An almost identical suggestion was rejected by Judge Bryant in National Restaurant Association v. Simon, 411 F. Supp. 993, 996 (D.C.D.C.1976). There, a trade association representing primarily restaurant operators contested a Revenue Ruling requiring employers to report certain tip information, in addition to the hourly wage information, on their employees' W-2 forms. Judge Bryant held the Anti-Injunction Act inapplicable due to lack of alternative judicial review. See id. at 996. Like here, the government suggested that one employer could pay a $1 penalty under § 6652 and then file for a refund.

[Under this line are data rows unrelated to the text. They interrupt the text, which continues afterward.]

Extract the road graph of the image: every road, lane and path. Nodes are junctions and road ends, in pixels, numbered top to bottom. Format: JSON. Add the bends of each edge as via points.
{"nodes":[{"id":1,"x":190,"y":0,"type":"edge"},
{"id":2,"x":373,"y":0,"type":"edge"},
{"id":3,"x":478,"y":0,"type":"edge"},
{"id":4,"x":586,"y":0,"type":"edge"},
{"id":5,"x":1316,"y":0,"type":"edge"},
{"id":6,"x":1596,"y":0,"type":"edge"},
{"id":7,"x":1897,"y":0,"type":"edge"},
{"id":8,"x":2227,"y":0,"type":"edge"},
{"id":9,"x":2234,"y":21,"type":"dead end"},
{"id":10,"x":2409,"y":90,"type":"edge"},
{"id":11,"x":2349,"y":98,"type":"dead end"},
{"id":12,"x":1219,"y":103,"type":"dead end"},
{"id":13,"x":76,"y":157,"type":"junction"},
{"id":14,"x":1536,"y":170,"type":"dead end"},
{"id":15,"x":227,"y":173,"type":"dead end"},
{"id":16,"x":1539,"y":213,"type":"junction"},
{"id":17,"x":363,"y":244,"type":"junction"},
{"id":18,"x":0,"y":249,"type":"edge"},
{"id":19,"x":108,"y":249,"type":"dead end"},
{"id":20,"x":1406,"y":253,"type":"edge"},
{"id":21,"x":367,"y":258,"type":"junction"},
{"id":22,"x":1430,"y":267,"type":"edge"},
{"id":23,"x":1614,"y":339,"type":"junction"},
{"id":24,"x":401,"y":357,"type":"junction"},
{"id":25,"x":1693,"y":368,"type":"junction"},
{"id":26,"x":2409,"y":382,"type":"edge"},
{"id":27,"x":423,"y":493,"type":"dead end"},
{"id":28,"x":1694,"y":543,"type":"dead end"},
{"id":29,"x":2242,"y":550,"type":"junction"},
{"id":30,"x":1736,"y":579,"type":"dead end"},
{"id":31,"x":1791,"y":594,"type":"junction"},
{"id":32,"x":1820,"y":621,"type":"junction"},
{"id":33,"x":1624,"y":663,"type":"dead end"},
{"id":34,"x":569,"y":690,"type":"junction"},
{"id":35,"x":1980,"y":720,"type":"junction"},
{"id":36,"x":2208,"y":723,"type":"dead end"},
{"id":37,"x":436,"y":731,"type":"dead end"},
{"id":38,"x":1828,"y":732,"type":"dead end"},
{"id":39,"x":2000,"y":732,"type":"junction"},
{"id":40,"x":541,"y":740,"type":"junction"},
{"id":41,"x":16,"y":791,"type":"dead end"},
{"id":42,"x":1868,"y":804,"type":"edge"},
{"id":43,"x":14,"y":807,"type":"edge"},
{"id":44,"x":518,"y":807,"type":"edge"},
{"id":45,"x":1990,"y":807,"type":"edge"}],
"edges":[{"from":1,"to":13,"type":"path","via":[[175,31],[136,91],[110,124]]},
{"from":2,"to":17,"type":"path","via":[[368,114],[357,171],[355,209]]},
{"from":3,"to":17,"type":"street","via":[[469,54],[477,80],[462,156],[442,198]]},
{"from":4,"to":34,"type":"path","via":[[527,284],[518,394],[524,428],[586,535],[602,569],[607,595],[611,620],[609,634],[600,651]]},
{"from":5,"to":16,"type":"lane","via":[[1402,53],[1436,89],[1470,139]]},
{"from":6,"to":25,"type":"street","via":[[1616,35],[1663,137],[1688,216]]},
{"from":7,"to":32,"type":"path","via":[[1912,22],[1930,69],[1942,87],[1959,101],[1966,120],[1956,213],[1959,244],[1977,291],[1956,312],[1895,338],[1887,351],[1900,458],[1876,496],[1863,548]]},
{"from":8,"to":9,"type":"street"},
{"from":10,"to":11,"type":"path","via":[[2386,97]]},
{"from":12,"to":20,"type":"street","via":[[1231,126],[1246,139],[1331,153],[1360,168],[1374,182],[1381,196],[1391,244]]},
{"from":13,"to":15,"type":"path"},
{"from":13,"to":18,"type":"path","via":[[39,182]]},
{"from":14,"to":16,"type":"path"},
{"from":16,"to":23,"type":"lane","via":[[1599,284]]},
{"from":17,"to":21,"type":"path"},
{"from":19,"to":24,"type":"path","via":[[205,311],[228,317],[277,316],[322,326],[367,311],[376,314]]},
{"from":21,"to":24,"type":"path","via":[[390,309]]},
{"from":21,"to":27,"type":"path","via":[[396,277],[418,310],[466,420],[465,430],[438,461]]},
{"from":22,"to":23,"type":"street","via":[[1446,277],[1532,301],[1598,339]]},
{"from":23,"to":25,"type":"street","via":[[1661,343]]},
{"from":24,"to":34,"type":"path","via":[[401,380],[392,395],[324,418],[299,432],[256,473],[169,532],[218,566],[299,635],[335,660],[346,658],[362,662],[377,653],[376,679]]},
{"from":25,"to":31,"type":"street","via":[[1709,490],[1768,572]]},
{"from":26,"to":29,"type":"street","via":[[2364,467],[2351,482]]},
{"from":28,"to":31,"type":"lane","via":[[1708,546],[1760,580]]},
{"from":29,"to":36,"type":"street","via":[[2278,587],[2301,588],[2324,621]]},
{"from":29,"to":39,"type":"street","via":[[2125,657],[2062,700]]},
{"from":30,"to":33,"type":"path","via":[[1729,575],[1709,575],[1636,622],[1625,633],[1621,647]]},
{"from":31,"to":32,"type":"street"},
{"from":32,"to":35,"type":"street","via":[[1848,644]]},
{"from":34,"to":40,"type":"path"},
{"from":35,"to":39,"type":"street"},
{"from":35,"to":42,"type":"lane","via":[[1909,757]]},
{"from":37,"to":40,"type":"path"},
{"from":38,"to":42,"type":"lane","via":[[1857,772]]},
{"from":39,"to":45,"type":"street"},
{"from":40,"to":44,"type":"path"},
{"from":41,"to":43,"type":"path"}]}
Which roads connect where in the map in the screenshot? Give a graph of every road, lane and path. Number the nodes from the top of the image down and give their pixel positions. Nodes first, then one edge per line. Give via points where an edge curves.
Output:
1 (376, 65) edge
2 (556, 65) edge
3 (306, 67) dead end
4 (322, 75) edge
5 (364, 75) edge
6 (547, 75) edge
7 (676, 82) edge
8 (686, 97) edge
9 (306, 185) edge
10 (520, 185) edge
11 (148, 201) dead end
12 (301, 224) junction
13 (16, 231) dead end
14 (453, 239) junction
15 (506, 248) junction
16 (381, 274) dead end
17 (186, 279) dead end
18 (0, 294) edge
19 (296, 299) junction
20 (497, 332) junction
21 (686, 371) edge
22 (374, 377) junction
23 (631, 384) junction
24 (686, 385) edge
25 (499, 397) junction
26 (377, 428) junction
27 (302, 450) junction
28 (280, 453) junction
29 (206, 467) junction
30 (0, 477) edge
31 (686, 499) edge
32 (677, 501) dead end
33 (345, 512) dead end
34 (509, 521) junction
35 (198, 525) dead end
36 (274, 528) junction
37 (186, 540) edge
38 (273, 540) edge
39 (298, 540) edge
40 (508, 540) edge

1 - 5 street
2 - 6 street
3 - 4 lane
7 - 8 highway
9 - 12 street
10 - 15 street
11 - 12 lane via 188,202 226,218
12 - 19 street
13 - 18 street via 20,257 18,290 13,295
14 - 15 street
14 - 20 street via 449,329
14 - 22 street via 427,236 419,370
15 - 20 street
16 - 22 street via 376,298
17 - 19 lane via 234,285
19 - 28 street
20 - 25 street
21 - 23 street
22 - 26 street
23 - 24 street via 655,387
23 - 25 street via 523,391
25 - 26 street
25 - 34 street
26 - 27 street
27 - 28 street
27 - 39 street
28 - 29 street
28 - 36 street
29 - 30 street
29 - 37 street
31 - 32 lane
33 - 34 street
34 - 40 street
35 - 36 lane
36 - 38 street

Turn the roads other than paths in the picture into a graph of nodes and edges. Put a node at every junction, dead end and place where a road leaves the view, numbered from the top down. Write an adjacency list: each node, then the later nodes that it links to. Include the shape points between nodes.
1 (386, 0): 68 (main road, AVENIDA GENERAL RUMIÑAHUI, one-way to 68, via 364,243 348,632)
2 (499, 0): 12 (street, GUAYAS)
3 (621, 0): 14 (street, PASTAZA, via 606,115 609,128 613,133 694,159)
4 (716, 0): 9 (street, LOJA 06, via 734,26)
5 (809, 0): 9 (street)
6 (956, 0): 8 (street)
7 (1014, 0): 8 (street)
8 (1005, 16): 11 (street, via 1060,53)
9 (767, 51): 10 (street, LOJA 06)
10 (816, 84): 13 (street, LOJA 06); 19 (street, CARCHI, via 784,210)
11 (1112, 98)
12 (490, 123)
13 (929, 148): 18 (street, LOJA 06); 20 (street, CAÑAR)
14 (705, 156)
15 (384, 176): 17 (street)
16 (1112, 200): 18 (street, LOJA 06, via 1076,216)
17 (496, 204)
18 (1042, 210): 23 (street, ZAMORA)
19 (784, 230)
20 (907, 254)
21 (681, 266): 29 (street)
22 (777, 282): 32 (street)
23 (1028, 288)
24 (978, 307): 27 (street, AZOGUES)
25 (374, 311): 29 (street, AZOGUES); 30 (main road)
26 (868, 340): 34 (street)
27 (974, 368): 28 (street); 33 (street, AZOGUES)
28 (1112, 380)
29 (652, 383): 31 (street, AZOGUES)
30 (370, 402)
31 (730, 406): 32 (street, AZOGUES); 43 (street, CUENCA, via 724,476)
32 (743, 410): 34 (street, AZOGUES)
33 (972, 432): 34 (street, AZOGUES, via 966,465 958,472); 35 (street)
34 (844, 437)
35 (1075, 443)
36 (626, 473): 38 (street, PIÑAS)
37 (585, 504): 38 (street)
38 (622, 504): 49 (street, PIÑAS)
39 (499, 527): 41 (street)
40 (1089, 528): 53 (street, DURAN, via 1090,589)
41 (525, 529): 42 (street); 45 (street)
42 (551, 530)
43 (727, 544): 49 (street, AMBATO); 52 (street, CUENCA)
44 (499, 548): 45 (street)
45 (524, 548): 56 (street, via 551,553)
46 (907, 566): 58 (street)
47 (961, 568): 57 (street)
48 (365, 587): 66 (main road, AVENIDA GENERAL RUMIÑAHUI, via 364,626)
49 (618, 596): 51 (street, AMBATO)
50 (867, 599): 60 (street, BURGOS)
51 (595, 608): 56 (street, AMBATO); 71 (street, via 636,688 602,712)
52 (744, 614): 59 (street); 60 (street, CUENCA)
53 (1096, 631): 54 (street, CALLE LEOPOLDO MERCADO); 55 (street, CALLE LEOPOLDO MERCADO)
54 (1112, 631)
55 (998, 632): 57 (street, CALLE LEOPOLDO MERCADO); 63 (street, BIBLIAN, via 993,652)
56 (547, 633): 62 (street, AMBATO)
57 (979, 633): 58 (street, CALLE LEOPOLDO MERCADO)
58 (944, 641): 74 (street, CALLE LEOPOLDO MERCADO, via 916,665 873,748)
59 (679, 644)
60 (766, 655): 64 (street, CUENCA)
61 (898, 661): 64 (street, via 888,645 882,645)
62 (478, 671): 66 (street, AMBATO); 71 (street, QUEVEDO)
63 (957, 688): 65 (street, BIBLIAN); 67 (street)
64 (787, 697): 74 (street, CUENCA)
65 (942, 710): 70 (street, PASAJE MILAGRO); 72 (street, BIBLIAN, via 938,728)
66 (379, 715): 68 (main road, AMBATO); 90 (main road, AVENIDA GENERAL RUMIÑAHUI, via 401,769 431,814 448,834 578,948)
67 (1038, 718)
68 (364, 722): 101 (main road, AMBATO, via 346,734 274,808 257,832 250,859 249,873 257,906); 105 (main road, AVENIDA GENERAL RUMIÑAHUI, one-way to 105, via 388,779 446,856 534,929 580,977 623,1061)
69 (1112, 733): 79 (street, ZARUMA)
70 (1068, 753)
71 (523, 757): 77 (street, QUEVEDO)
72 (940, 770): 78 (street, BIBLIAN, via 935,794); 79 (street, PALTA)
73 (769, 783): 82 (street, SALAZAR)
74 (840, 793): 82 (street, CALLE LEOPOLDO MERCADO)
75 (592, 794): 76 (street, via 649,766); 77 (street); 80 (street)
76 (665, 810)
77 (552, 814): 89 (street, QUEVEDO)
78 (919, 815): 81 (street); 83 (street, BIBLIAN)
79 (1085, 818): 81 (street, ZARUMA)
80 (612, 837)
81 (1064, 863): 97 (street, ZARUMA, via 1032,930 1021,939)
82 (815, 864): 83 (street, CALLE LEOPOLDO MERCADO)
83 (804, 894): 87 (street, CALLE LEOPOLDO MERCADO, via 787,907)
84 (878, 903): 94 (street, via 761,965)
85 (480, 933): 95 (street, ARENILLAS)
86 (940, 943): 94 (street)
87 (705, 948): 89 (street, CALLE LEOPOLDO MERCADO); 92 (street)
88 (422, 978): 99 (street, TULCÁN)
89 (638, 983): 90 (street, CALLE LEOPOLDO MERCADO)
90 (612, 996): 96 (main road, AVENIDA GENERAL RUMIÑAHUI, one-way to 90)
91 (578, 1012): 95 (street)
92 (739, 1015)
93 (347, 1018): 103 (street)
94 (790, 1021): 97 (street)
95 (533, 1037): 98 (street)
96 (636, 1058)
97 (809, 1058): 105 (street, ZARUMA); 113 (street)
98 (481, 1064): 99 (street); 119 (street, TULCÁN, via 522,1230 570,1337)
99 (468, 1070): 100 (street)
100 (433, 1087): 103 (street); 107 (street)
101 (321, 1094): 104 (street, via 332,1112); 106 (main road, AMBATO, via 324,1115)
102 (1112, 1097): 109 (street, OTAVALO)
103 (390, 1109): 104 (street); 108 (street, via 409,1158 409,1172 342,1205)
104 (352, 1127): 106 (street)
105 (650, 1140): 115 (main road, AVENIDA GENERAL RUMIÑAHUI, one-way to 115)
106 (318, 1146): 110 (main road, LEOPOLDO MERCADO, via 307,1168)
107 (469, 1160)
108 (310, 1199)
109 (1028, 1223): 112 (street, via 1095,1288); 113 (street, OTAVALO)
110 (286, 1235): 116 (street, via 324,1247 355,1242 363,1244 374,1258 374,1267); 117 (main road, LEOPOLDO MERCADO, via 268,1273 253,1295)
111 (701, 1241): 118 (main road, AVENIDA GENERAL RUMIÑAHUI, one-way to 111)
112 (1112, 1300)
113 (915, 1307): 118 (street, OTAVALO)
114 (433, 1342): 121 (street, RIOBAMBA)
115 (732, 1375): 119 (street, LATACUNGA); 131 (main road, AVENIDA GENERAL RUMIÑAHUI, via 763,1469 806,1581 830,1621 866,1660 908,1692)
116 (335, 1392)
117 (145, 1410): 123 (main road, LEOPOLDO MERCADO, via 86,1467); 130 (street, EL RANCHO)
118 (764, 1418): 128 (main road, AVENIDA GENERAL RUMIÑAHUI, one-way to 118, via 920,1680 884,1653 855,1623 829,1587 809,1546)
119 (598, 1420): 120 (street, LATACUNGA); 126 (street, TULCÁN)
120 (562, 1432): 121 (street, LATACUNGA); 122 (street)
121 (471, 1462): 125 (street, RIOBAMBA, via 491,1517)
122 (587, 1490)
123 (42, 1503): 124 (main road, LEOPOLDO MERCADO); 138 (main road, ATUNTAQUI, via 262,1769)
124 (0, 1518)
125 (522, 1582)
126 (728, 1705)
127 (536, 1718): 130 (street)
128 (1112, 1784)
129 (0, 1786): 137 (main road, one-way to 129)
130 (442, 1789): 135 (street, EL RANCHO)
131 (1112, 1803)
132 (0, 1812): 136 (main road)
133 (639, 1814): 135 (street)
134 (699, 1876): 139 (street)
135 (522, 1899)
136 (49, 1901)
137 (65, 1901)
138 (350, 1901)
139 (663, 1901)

Judge Bryant did not agree:

Under that section the plaintiff can test the validity of the ruling only by refusing to file the required information, and contesting a possible government assessment of a fine under § 6652. This is obviously not the "refund" action contemplated by the Act. It puts the plaintiffs in the untenable position of either complying, with no judicial review, or of defying the government's interpretation of their legal obligations under the Code, of being in essence a lawbreaker. The Court cannot imagine that the Congress intended such an anomalous result in a system which depends for its very existence on the principle of voluntary compliance. Nor does the Court believe that Congress intended to condition access to any judicial review of such a revenue ruling on subjecting oneself to a fine *1024 .... This is money not due to government in taxes, but rather is an extra sum the plaintiff's would apparently be required to risk merely to test the validity of a reporting and information requirement. This risk is not found in the ordinary refund litigation procedure. The Court therefore concludes, in light of these considerations and the obvious constitutional problems they may raise, that the Anti-Injunction Act was not intended to, and does not apply in such a situation. Id. at 996.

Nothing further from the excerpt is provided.